Execution risk on capacity ramp. The entire acceleration story depends on bringing 31 MW online across 3 facilities during 2026. Supply chain delays, implementation timing, utilization ramp — any hiccup pushes the growth trajectory to the right. The CFO acknowledged "supply chain and implementation timing risks."
Competitive landscape. 32 companies in the SemiAnalysis inference benchmarking report. Hyperscalers (AWS, Azure, GCP) are also investing massively in inference. The "agentic inference cloud" branding is slick, but I want to see durable competitive advantages proven over time, not just marketing positioning.
Margin pressure in 2026. Adj EBITDA guided to 36-38%, down from 42% in FY25. FCF margin guided to 15-17%, down from 19%. Non-GAAP EPS guided to 0.75−1.00, down from $2.12 in FY25. They're investing for growth, which I understand, but this creates a "show me" period where growth must materialize to justify the margin compression.
Management was confident, detailed, and aggressive with forward targets. CEO Paddy Srinivasan clearly articulates the inference opportunity and their differentiation. The CFO (Matt Steinfort) was precise on the financial mechanics of the capacity ramp and capital structure. I was impressed by several things:
The analyst questions were probing (Goldman on competitive moat, BofA on visibility, Morgan Stanley on capacity timing), and management handled them well.
| Metric | Q1 FY26 | FY26 | FY27 (targets) |
|---|---|---|---|
| Revenue | $249-250m | $1,075-1,105m | ~30% growth |
| Revenue Growth | ~18-19% | ~21% | ~30% |
| Adj EBITDA Margin | 36-37% | 36-38% | -- |
| Adj FCF Margin | -- | 15-17% | 20%+ (unlevered) |
| Non-GAAP EPS | $0.22-0.27 | $0.75-1.00 | -- |
| Q4 Exit Rate | -- | 25%+ | -- |
| Rule of 50 | -- | -- | Weighted Rule of 50+ |
The quarterly cadence matters: Q1-Q2 at ~18-19% growth, Q3 ramp, Q4 exit at 25%+. If Q3 FY26 doesn't show meaningful acceleration (call it 22%+), the 25%+ Q4 exit becomes very hard to achieve.
This is my first analysis of DOCN, so there's no prior thesis to update. My priors going in were: "DigitalOcean is a stagnating small-cloud provider losing relevance."
Updated view: DOCN is a credible AI infrastructure pivot story with genuinely exciting top-customer dynamics (123% growth at the $1M+ tier, 150% AI ARR growth, zero churn at the top). The acceleration is real and building. BUT — 18% growth, 59% margins, 101% NDR, and $1B+ net debt keep this off my buy list today. The 2026 capacity ramp is the make-or-break execution test.

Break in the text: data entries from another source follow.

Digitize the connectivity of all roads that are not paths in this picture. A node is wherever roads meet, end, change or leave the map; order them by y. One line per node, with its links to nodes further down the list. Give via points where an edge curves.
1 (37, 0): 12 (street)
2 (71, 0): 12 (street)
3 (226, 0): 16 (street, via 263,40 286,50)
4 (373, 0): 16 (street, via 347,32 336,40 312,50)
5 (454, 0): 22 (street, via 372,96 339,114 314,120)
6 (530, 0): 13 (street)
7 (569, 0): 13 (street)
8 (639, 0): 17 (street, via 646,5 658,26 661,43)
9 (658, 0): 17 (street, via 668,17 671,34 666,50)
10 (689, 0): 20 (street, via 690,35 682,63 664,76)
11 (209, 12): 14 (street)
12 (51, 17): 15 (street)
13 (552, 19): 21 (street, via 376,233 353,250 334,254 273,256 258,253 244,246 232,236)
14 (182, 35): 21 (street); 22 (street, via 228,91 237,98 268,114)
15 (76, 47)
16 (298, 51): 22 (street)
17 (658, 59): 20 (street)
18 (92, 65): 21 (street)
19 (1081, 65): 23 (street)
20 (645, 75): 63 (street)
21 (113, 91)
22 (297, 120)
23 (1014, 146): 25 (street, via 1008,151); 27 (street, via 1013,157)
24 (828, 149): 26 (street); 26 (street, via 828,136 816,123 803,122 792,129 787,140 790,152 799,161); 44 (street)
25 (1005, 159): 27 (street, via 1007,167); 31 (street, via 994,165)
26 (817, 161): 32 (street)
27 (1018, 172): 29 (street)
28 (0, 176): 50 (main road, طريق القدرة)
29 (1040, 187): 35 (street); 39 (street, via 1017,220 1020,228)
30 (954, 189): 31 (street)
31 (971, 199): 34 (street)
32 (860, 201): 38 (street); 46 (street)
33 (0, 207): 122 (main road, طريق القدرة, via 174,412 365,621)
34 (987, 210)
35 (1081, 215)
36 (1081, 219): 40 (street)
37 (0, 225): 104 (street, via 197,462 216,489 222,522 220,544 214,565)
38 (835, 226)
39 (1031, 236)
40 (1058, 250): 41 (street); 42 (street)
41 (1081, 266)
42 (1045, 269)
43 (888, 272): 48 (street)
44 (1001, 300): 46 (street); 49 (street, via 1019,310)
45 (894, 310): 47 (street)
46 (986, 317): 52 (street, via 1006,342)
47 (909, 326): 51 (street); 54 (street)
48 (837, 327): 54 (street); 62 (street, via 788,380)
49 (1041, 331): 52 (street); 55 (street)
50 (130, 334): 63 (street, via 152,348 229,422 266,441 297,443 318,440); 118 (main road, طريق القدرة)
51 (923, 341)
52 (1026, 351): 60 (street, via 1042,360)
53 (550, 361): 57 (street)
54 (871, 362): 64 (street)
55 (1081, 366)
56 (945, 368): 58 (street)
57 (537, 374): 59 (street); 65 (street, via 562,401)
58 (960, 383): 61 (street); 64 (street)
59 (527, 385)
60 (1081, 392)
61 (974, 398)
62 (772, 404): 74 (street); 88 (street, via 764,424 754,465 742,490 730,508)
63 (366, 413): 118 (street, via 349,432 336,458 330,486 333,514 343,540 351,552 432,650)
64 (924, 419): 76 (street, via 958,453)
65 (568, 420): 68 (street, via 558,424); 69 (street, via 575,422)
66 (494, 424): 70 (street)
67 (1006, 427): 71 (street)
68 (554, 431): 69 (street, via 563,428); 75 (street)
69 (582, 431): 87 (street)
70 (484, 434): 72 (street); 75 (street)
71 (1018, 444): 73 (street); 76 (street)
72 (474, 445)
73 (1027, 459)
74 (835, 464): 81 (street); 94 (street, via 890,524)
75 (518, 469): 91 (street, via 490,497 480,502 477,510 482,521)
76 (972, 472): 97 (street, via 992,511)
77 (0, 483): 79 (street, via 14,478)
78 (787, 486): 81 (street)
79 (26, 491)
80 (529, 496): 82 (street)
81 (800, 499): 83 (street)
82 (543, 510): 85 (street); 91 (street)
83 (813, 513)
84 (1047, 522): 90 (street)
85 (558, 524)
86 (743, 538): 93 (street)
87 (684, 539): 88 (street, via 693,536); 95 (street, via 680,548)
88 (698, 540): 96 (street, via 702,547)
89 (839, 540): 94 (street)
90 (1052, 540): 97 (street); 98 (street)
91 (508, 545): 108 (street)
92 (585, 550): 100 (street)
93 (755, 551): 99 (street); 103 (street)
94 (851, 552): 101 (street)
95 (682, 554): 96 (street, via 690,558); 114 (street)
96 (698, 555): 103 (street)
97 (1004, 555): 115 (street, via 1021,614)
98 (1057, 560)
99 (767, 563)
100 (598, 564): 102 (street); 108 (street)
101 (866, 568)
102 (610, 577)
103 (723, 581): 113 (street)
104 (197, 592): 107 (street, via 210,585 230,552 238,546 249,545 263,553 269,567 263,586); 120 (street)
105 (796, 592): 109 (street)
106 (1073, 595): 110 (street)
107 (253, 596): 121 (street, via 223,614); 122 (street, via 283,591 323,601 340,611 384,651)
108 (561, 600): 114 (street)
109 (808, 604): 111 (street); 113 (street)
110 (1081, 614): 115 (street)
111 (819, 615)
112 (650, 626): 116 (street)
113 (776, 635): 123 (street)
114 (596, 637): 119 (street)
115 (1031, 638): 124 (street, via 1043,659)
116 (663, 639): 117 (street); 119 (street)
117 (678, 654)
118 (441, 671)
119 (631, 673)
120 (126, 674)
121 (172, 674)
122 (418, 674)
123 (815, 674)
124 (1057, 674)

Watchlist. No position today. This doesn't meet my criteria for a buy. But I'm watching it more closely than most things on my watchlist, because the trajectory is right and the AI tailwind is real. If they deliver Q3 FY26 at 22%+ growth with NDR ticking up and margins holding, I'd consider starting a 3-5% trial position.
Best, Saul
As of early April 2026, DOCN trades around 85 − 88/share, marketcap 8.3-9.4B, enterprise value ~$9.1B.
| Metric | Value |
|---|---|
| EV/Revenue (TTM) | ~10.1x |
| Forward P/S (FY26E ~$1.09B) | ~7.3x |
| Forward P/S (FY27E ~$1.42B) | ~5.6x |
| P/E (TTM) | ~24x (vs. peer avg ~56x) |
| FY26 EV/EBITDA | ~13.2x |
The stock is up ~145% YTD in 2026 and trading above the analyst median target of $76.50 (range $57-105). At 10x TTM revenue for an 18% grower, the market is clearly pricing in the acceleration to 25-30%. If they deliver, the forward multiples (~5.6x FY27 revenue) look very reasonable. If they don't deliver the ramp, this is expensive. The valuation reinforces my "show me" stance — the stock already prices in success. I need to see it happen before buying. I'd rather pay up for confirmed acceleration than speculate on promised capacity ramps.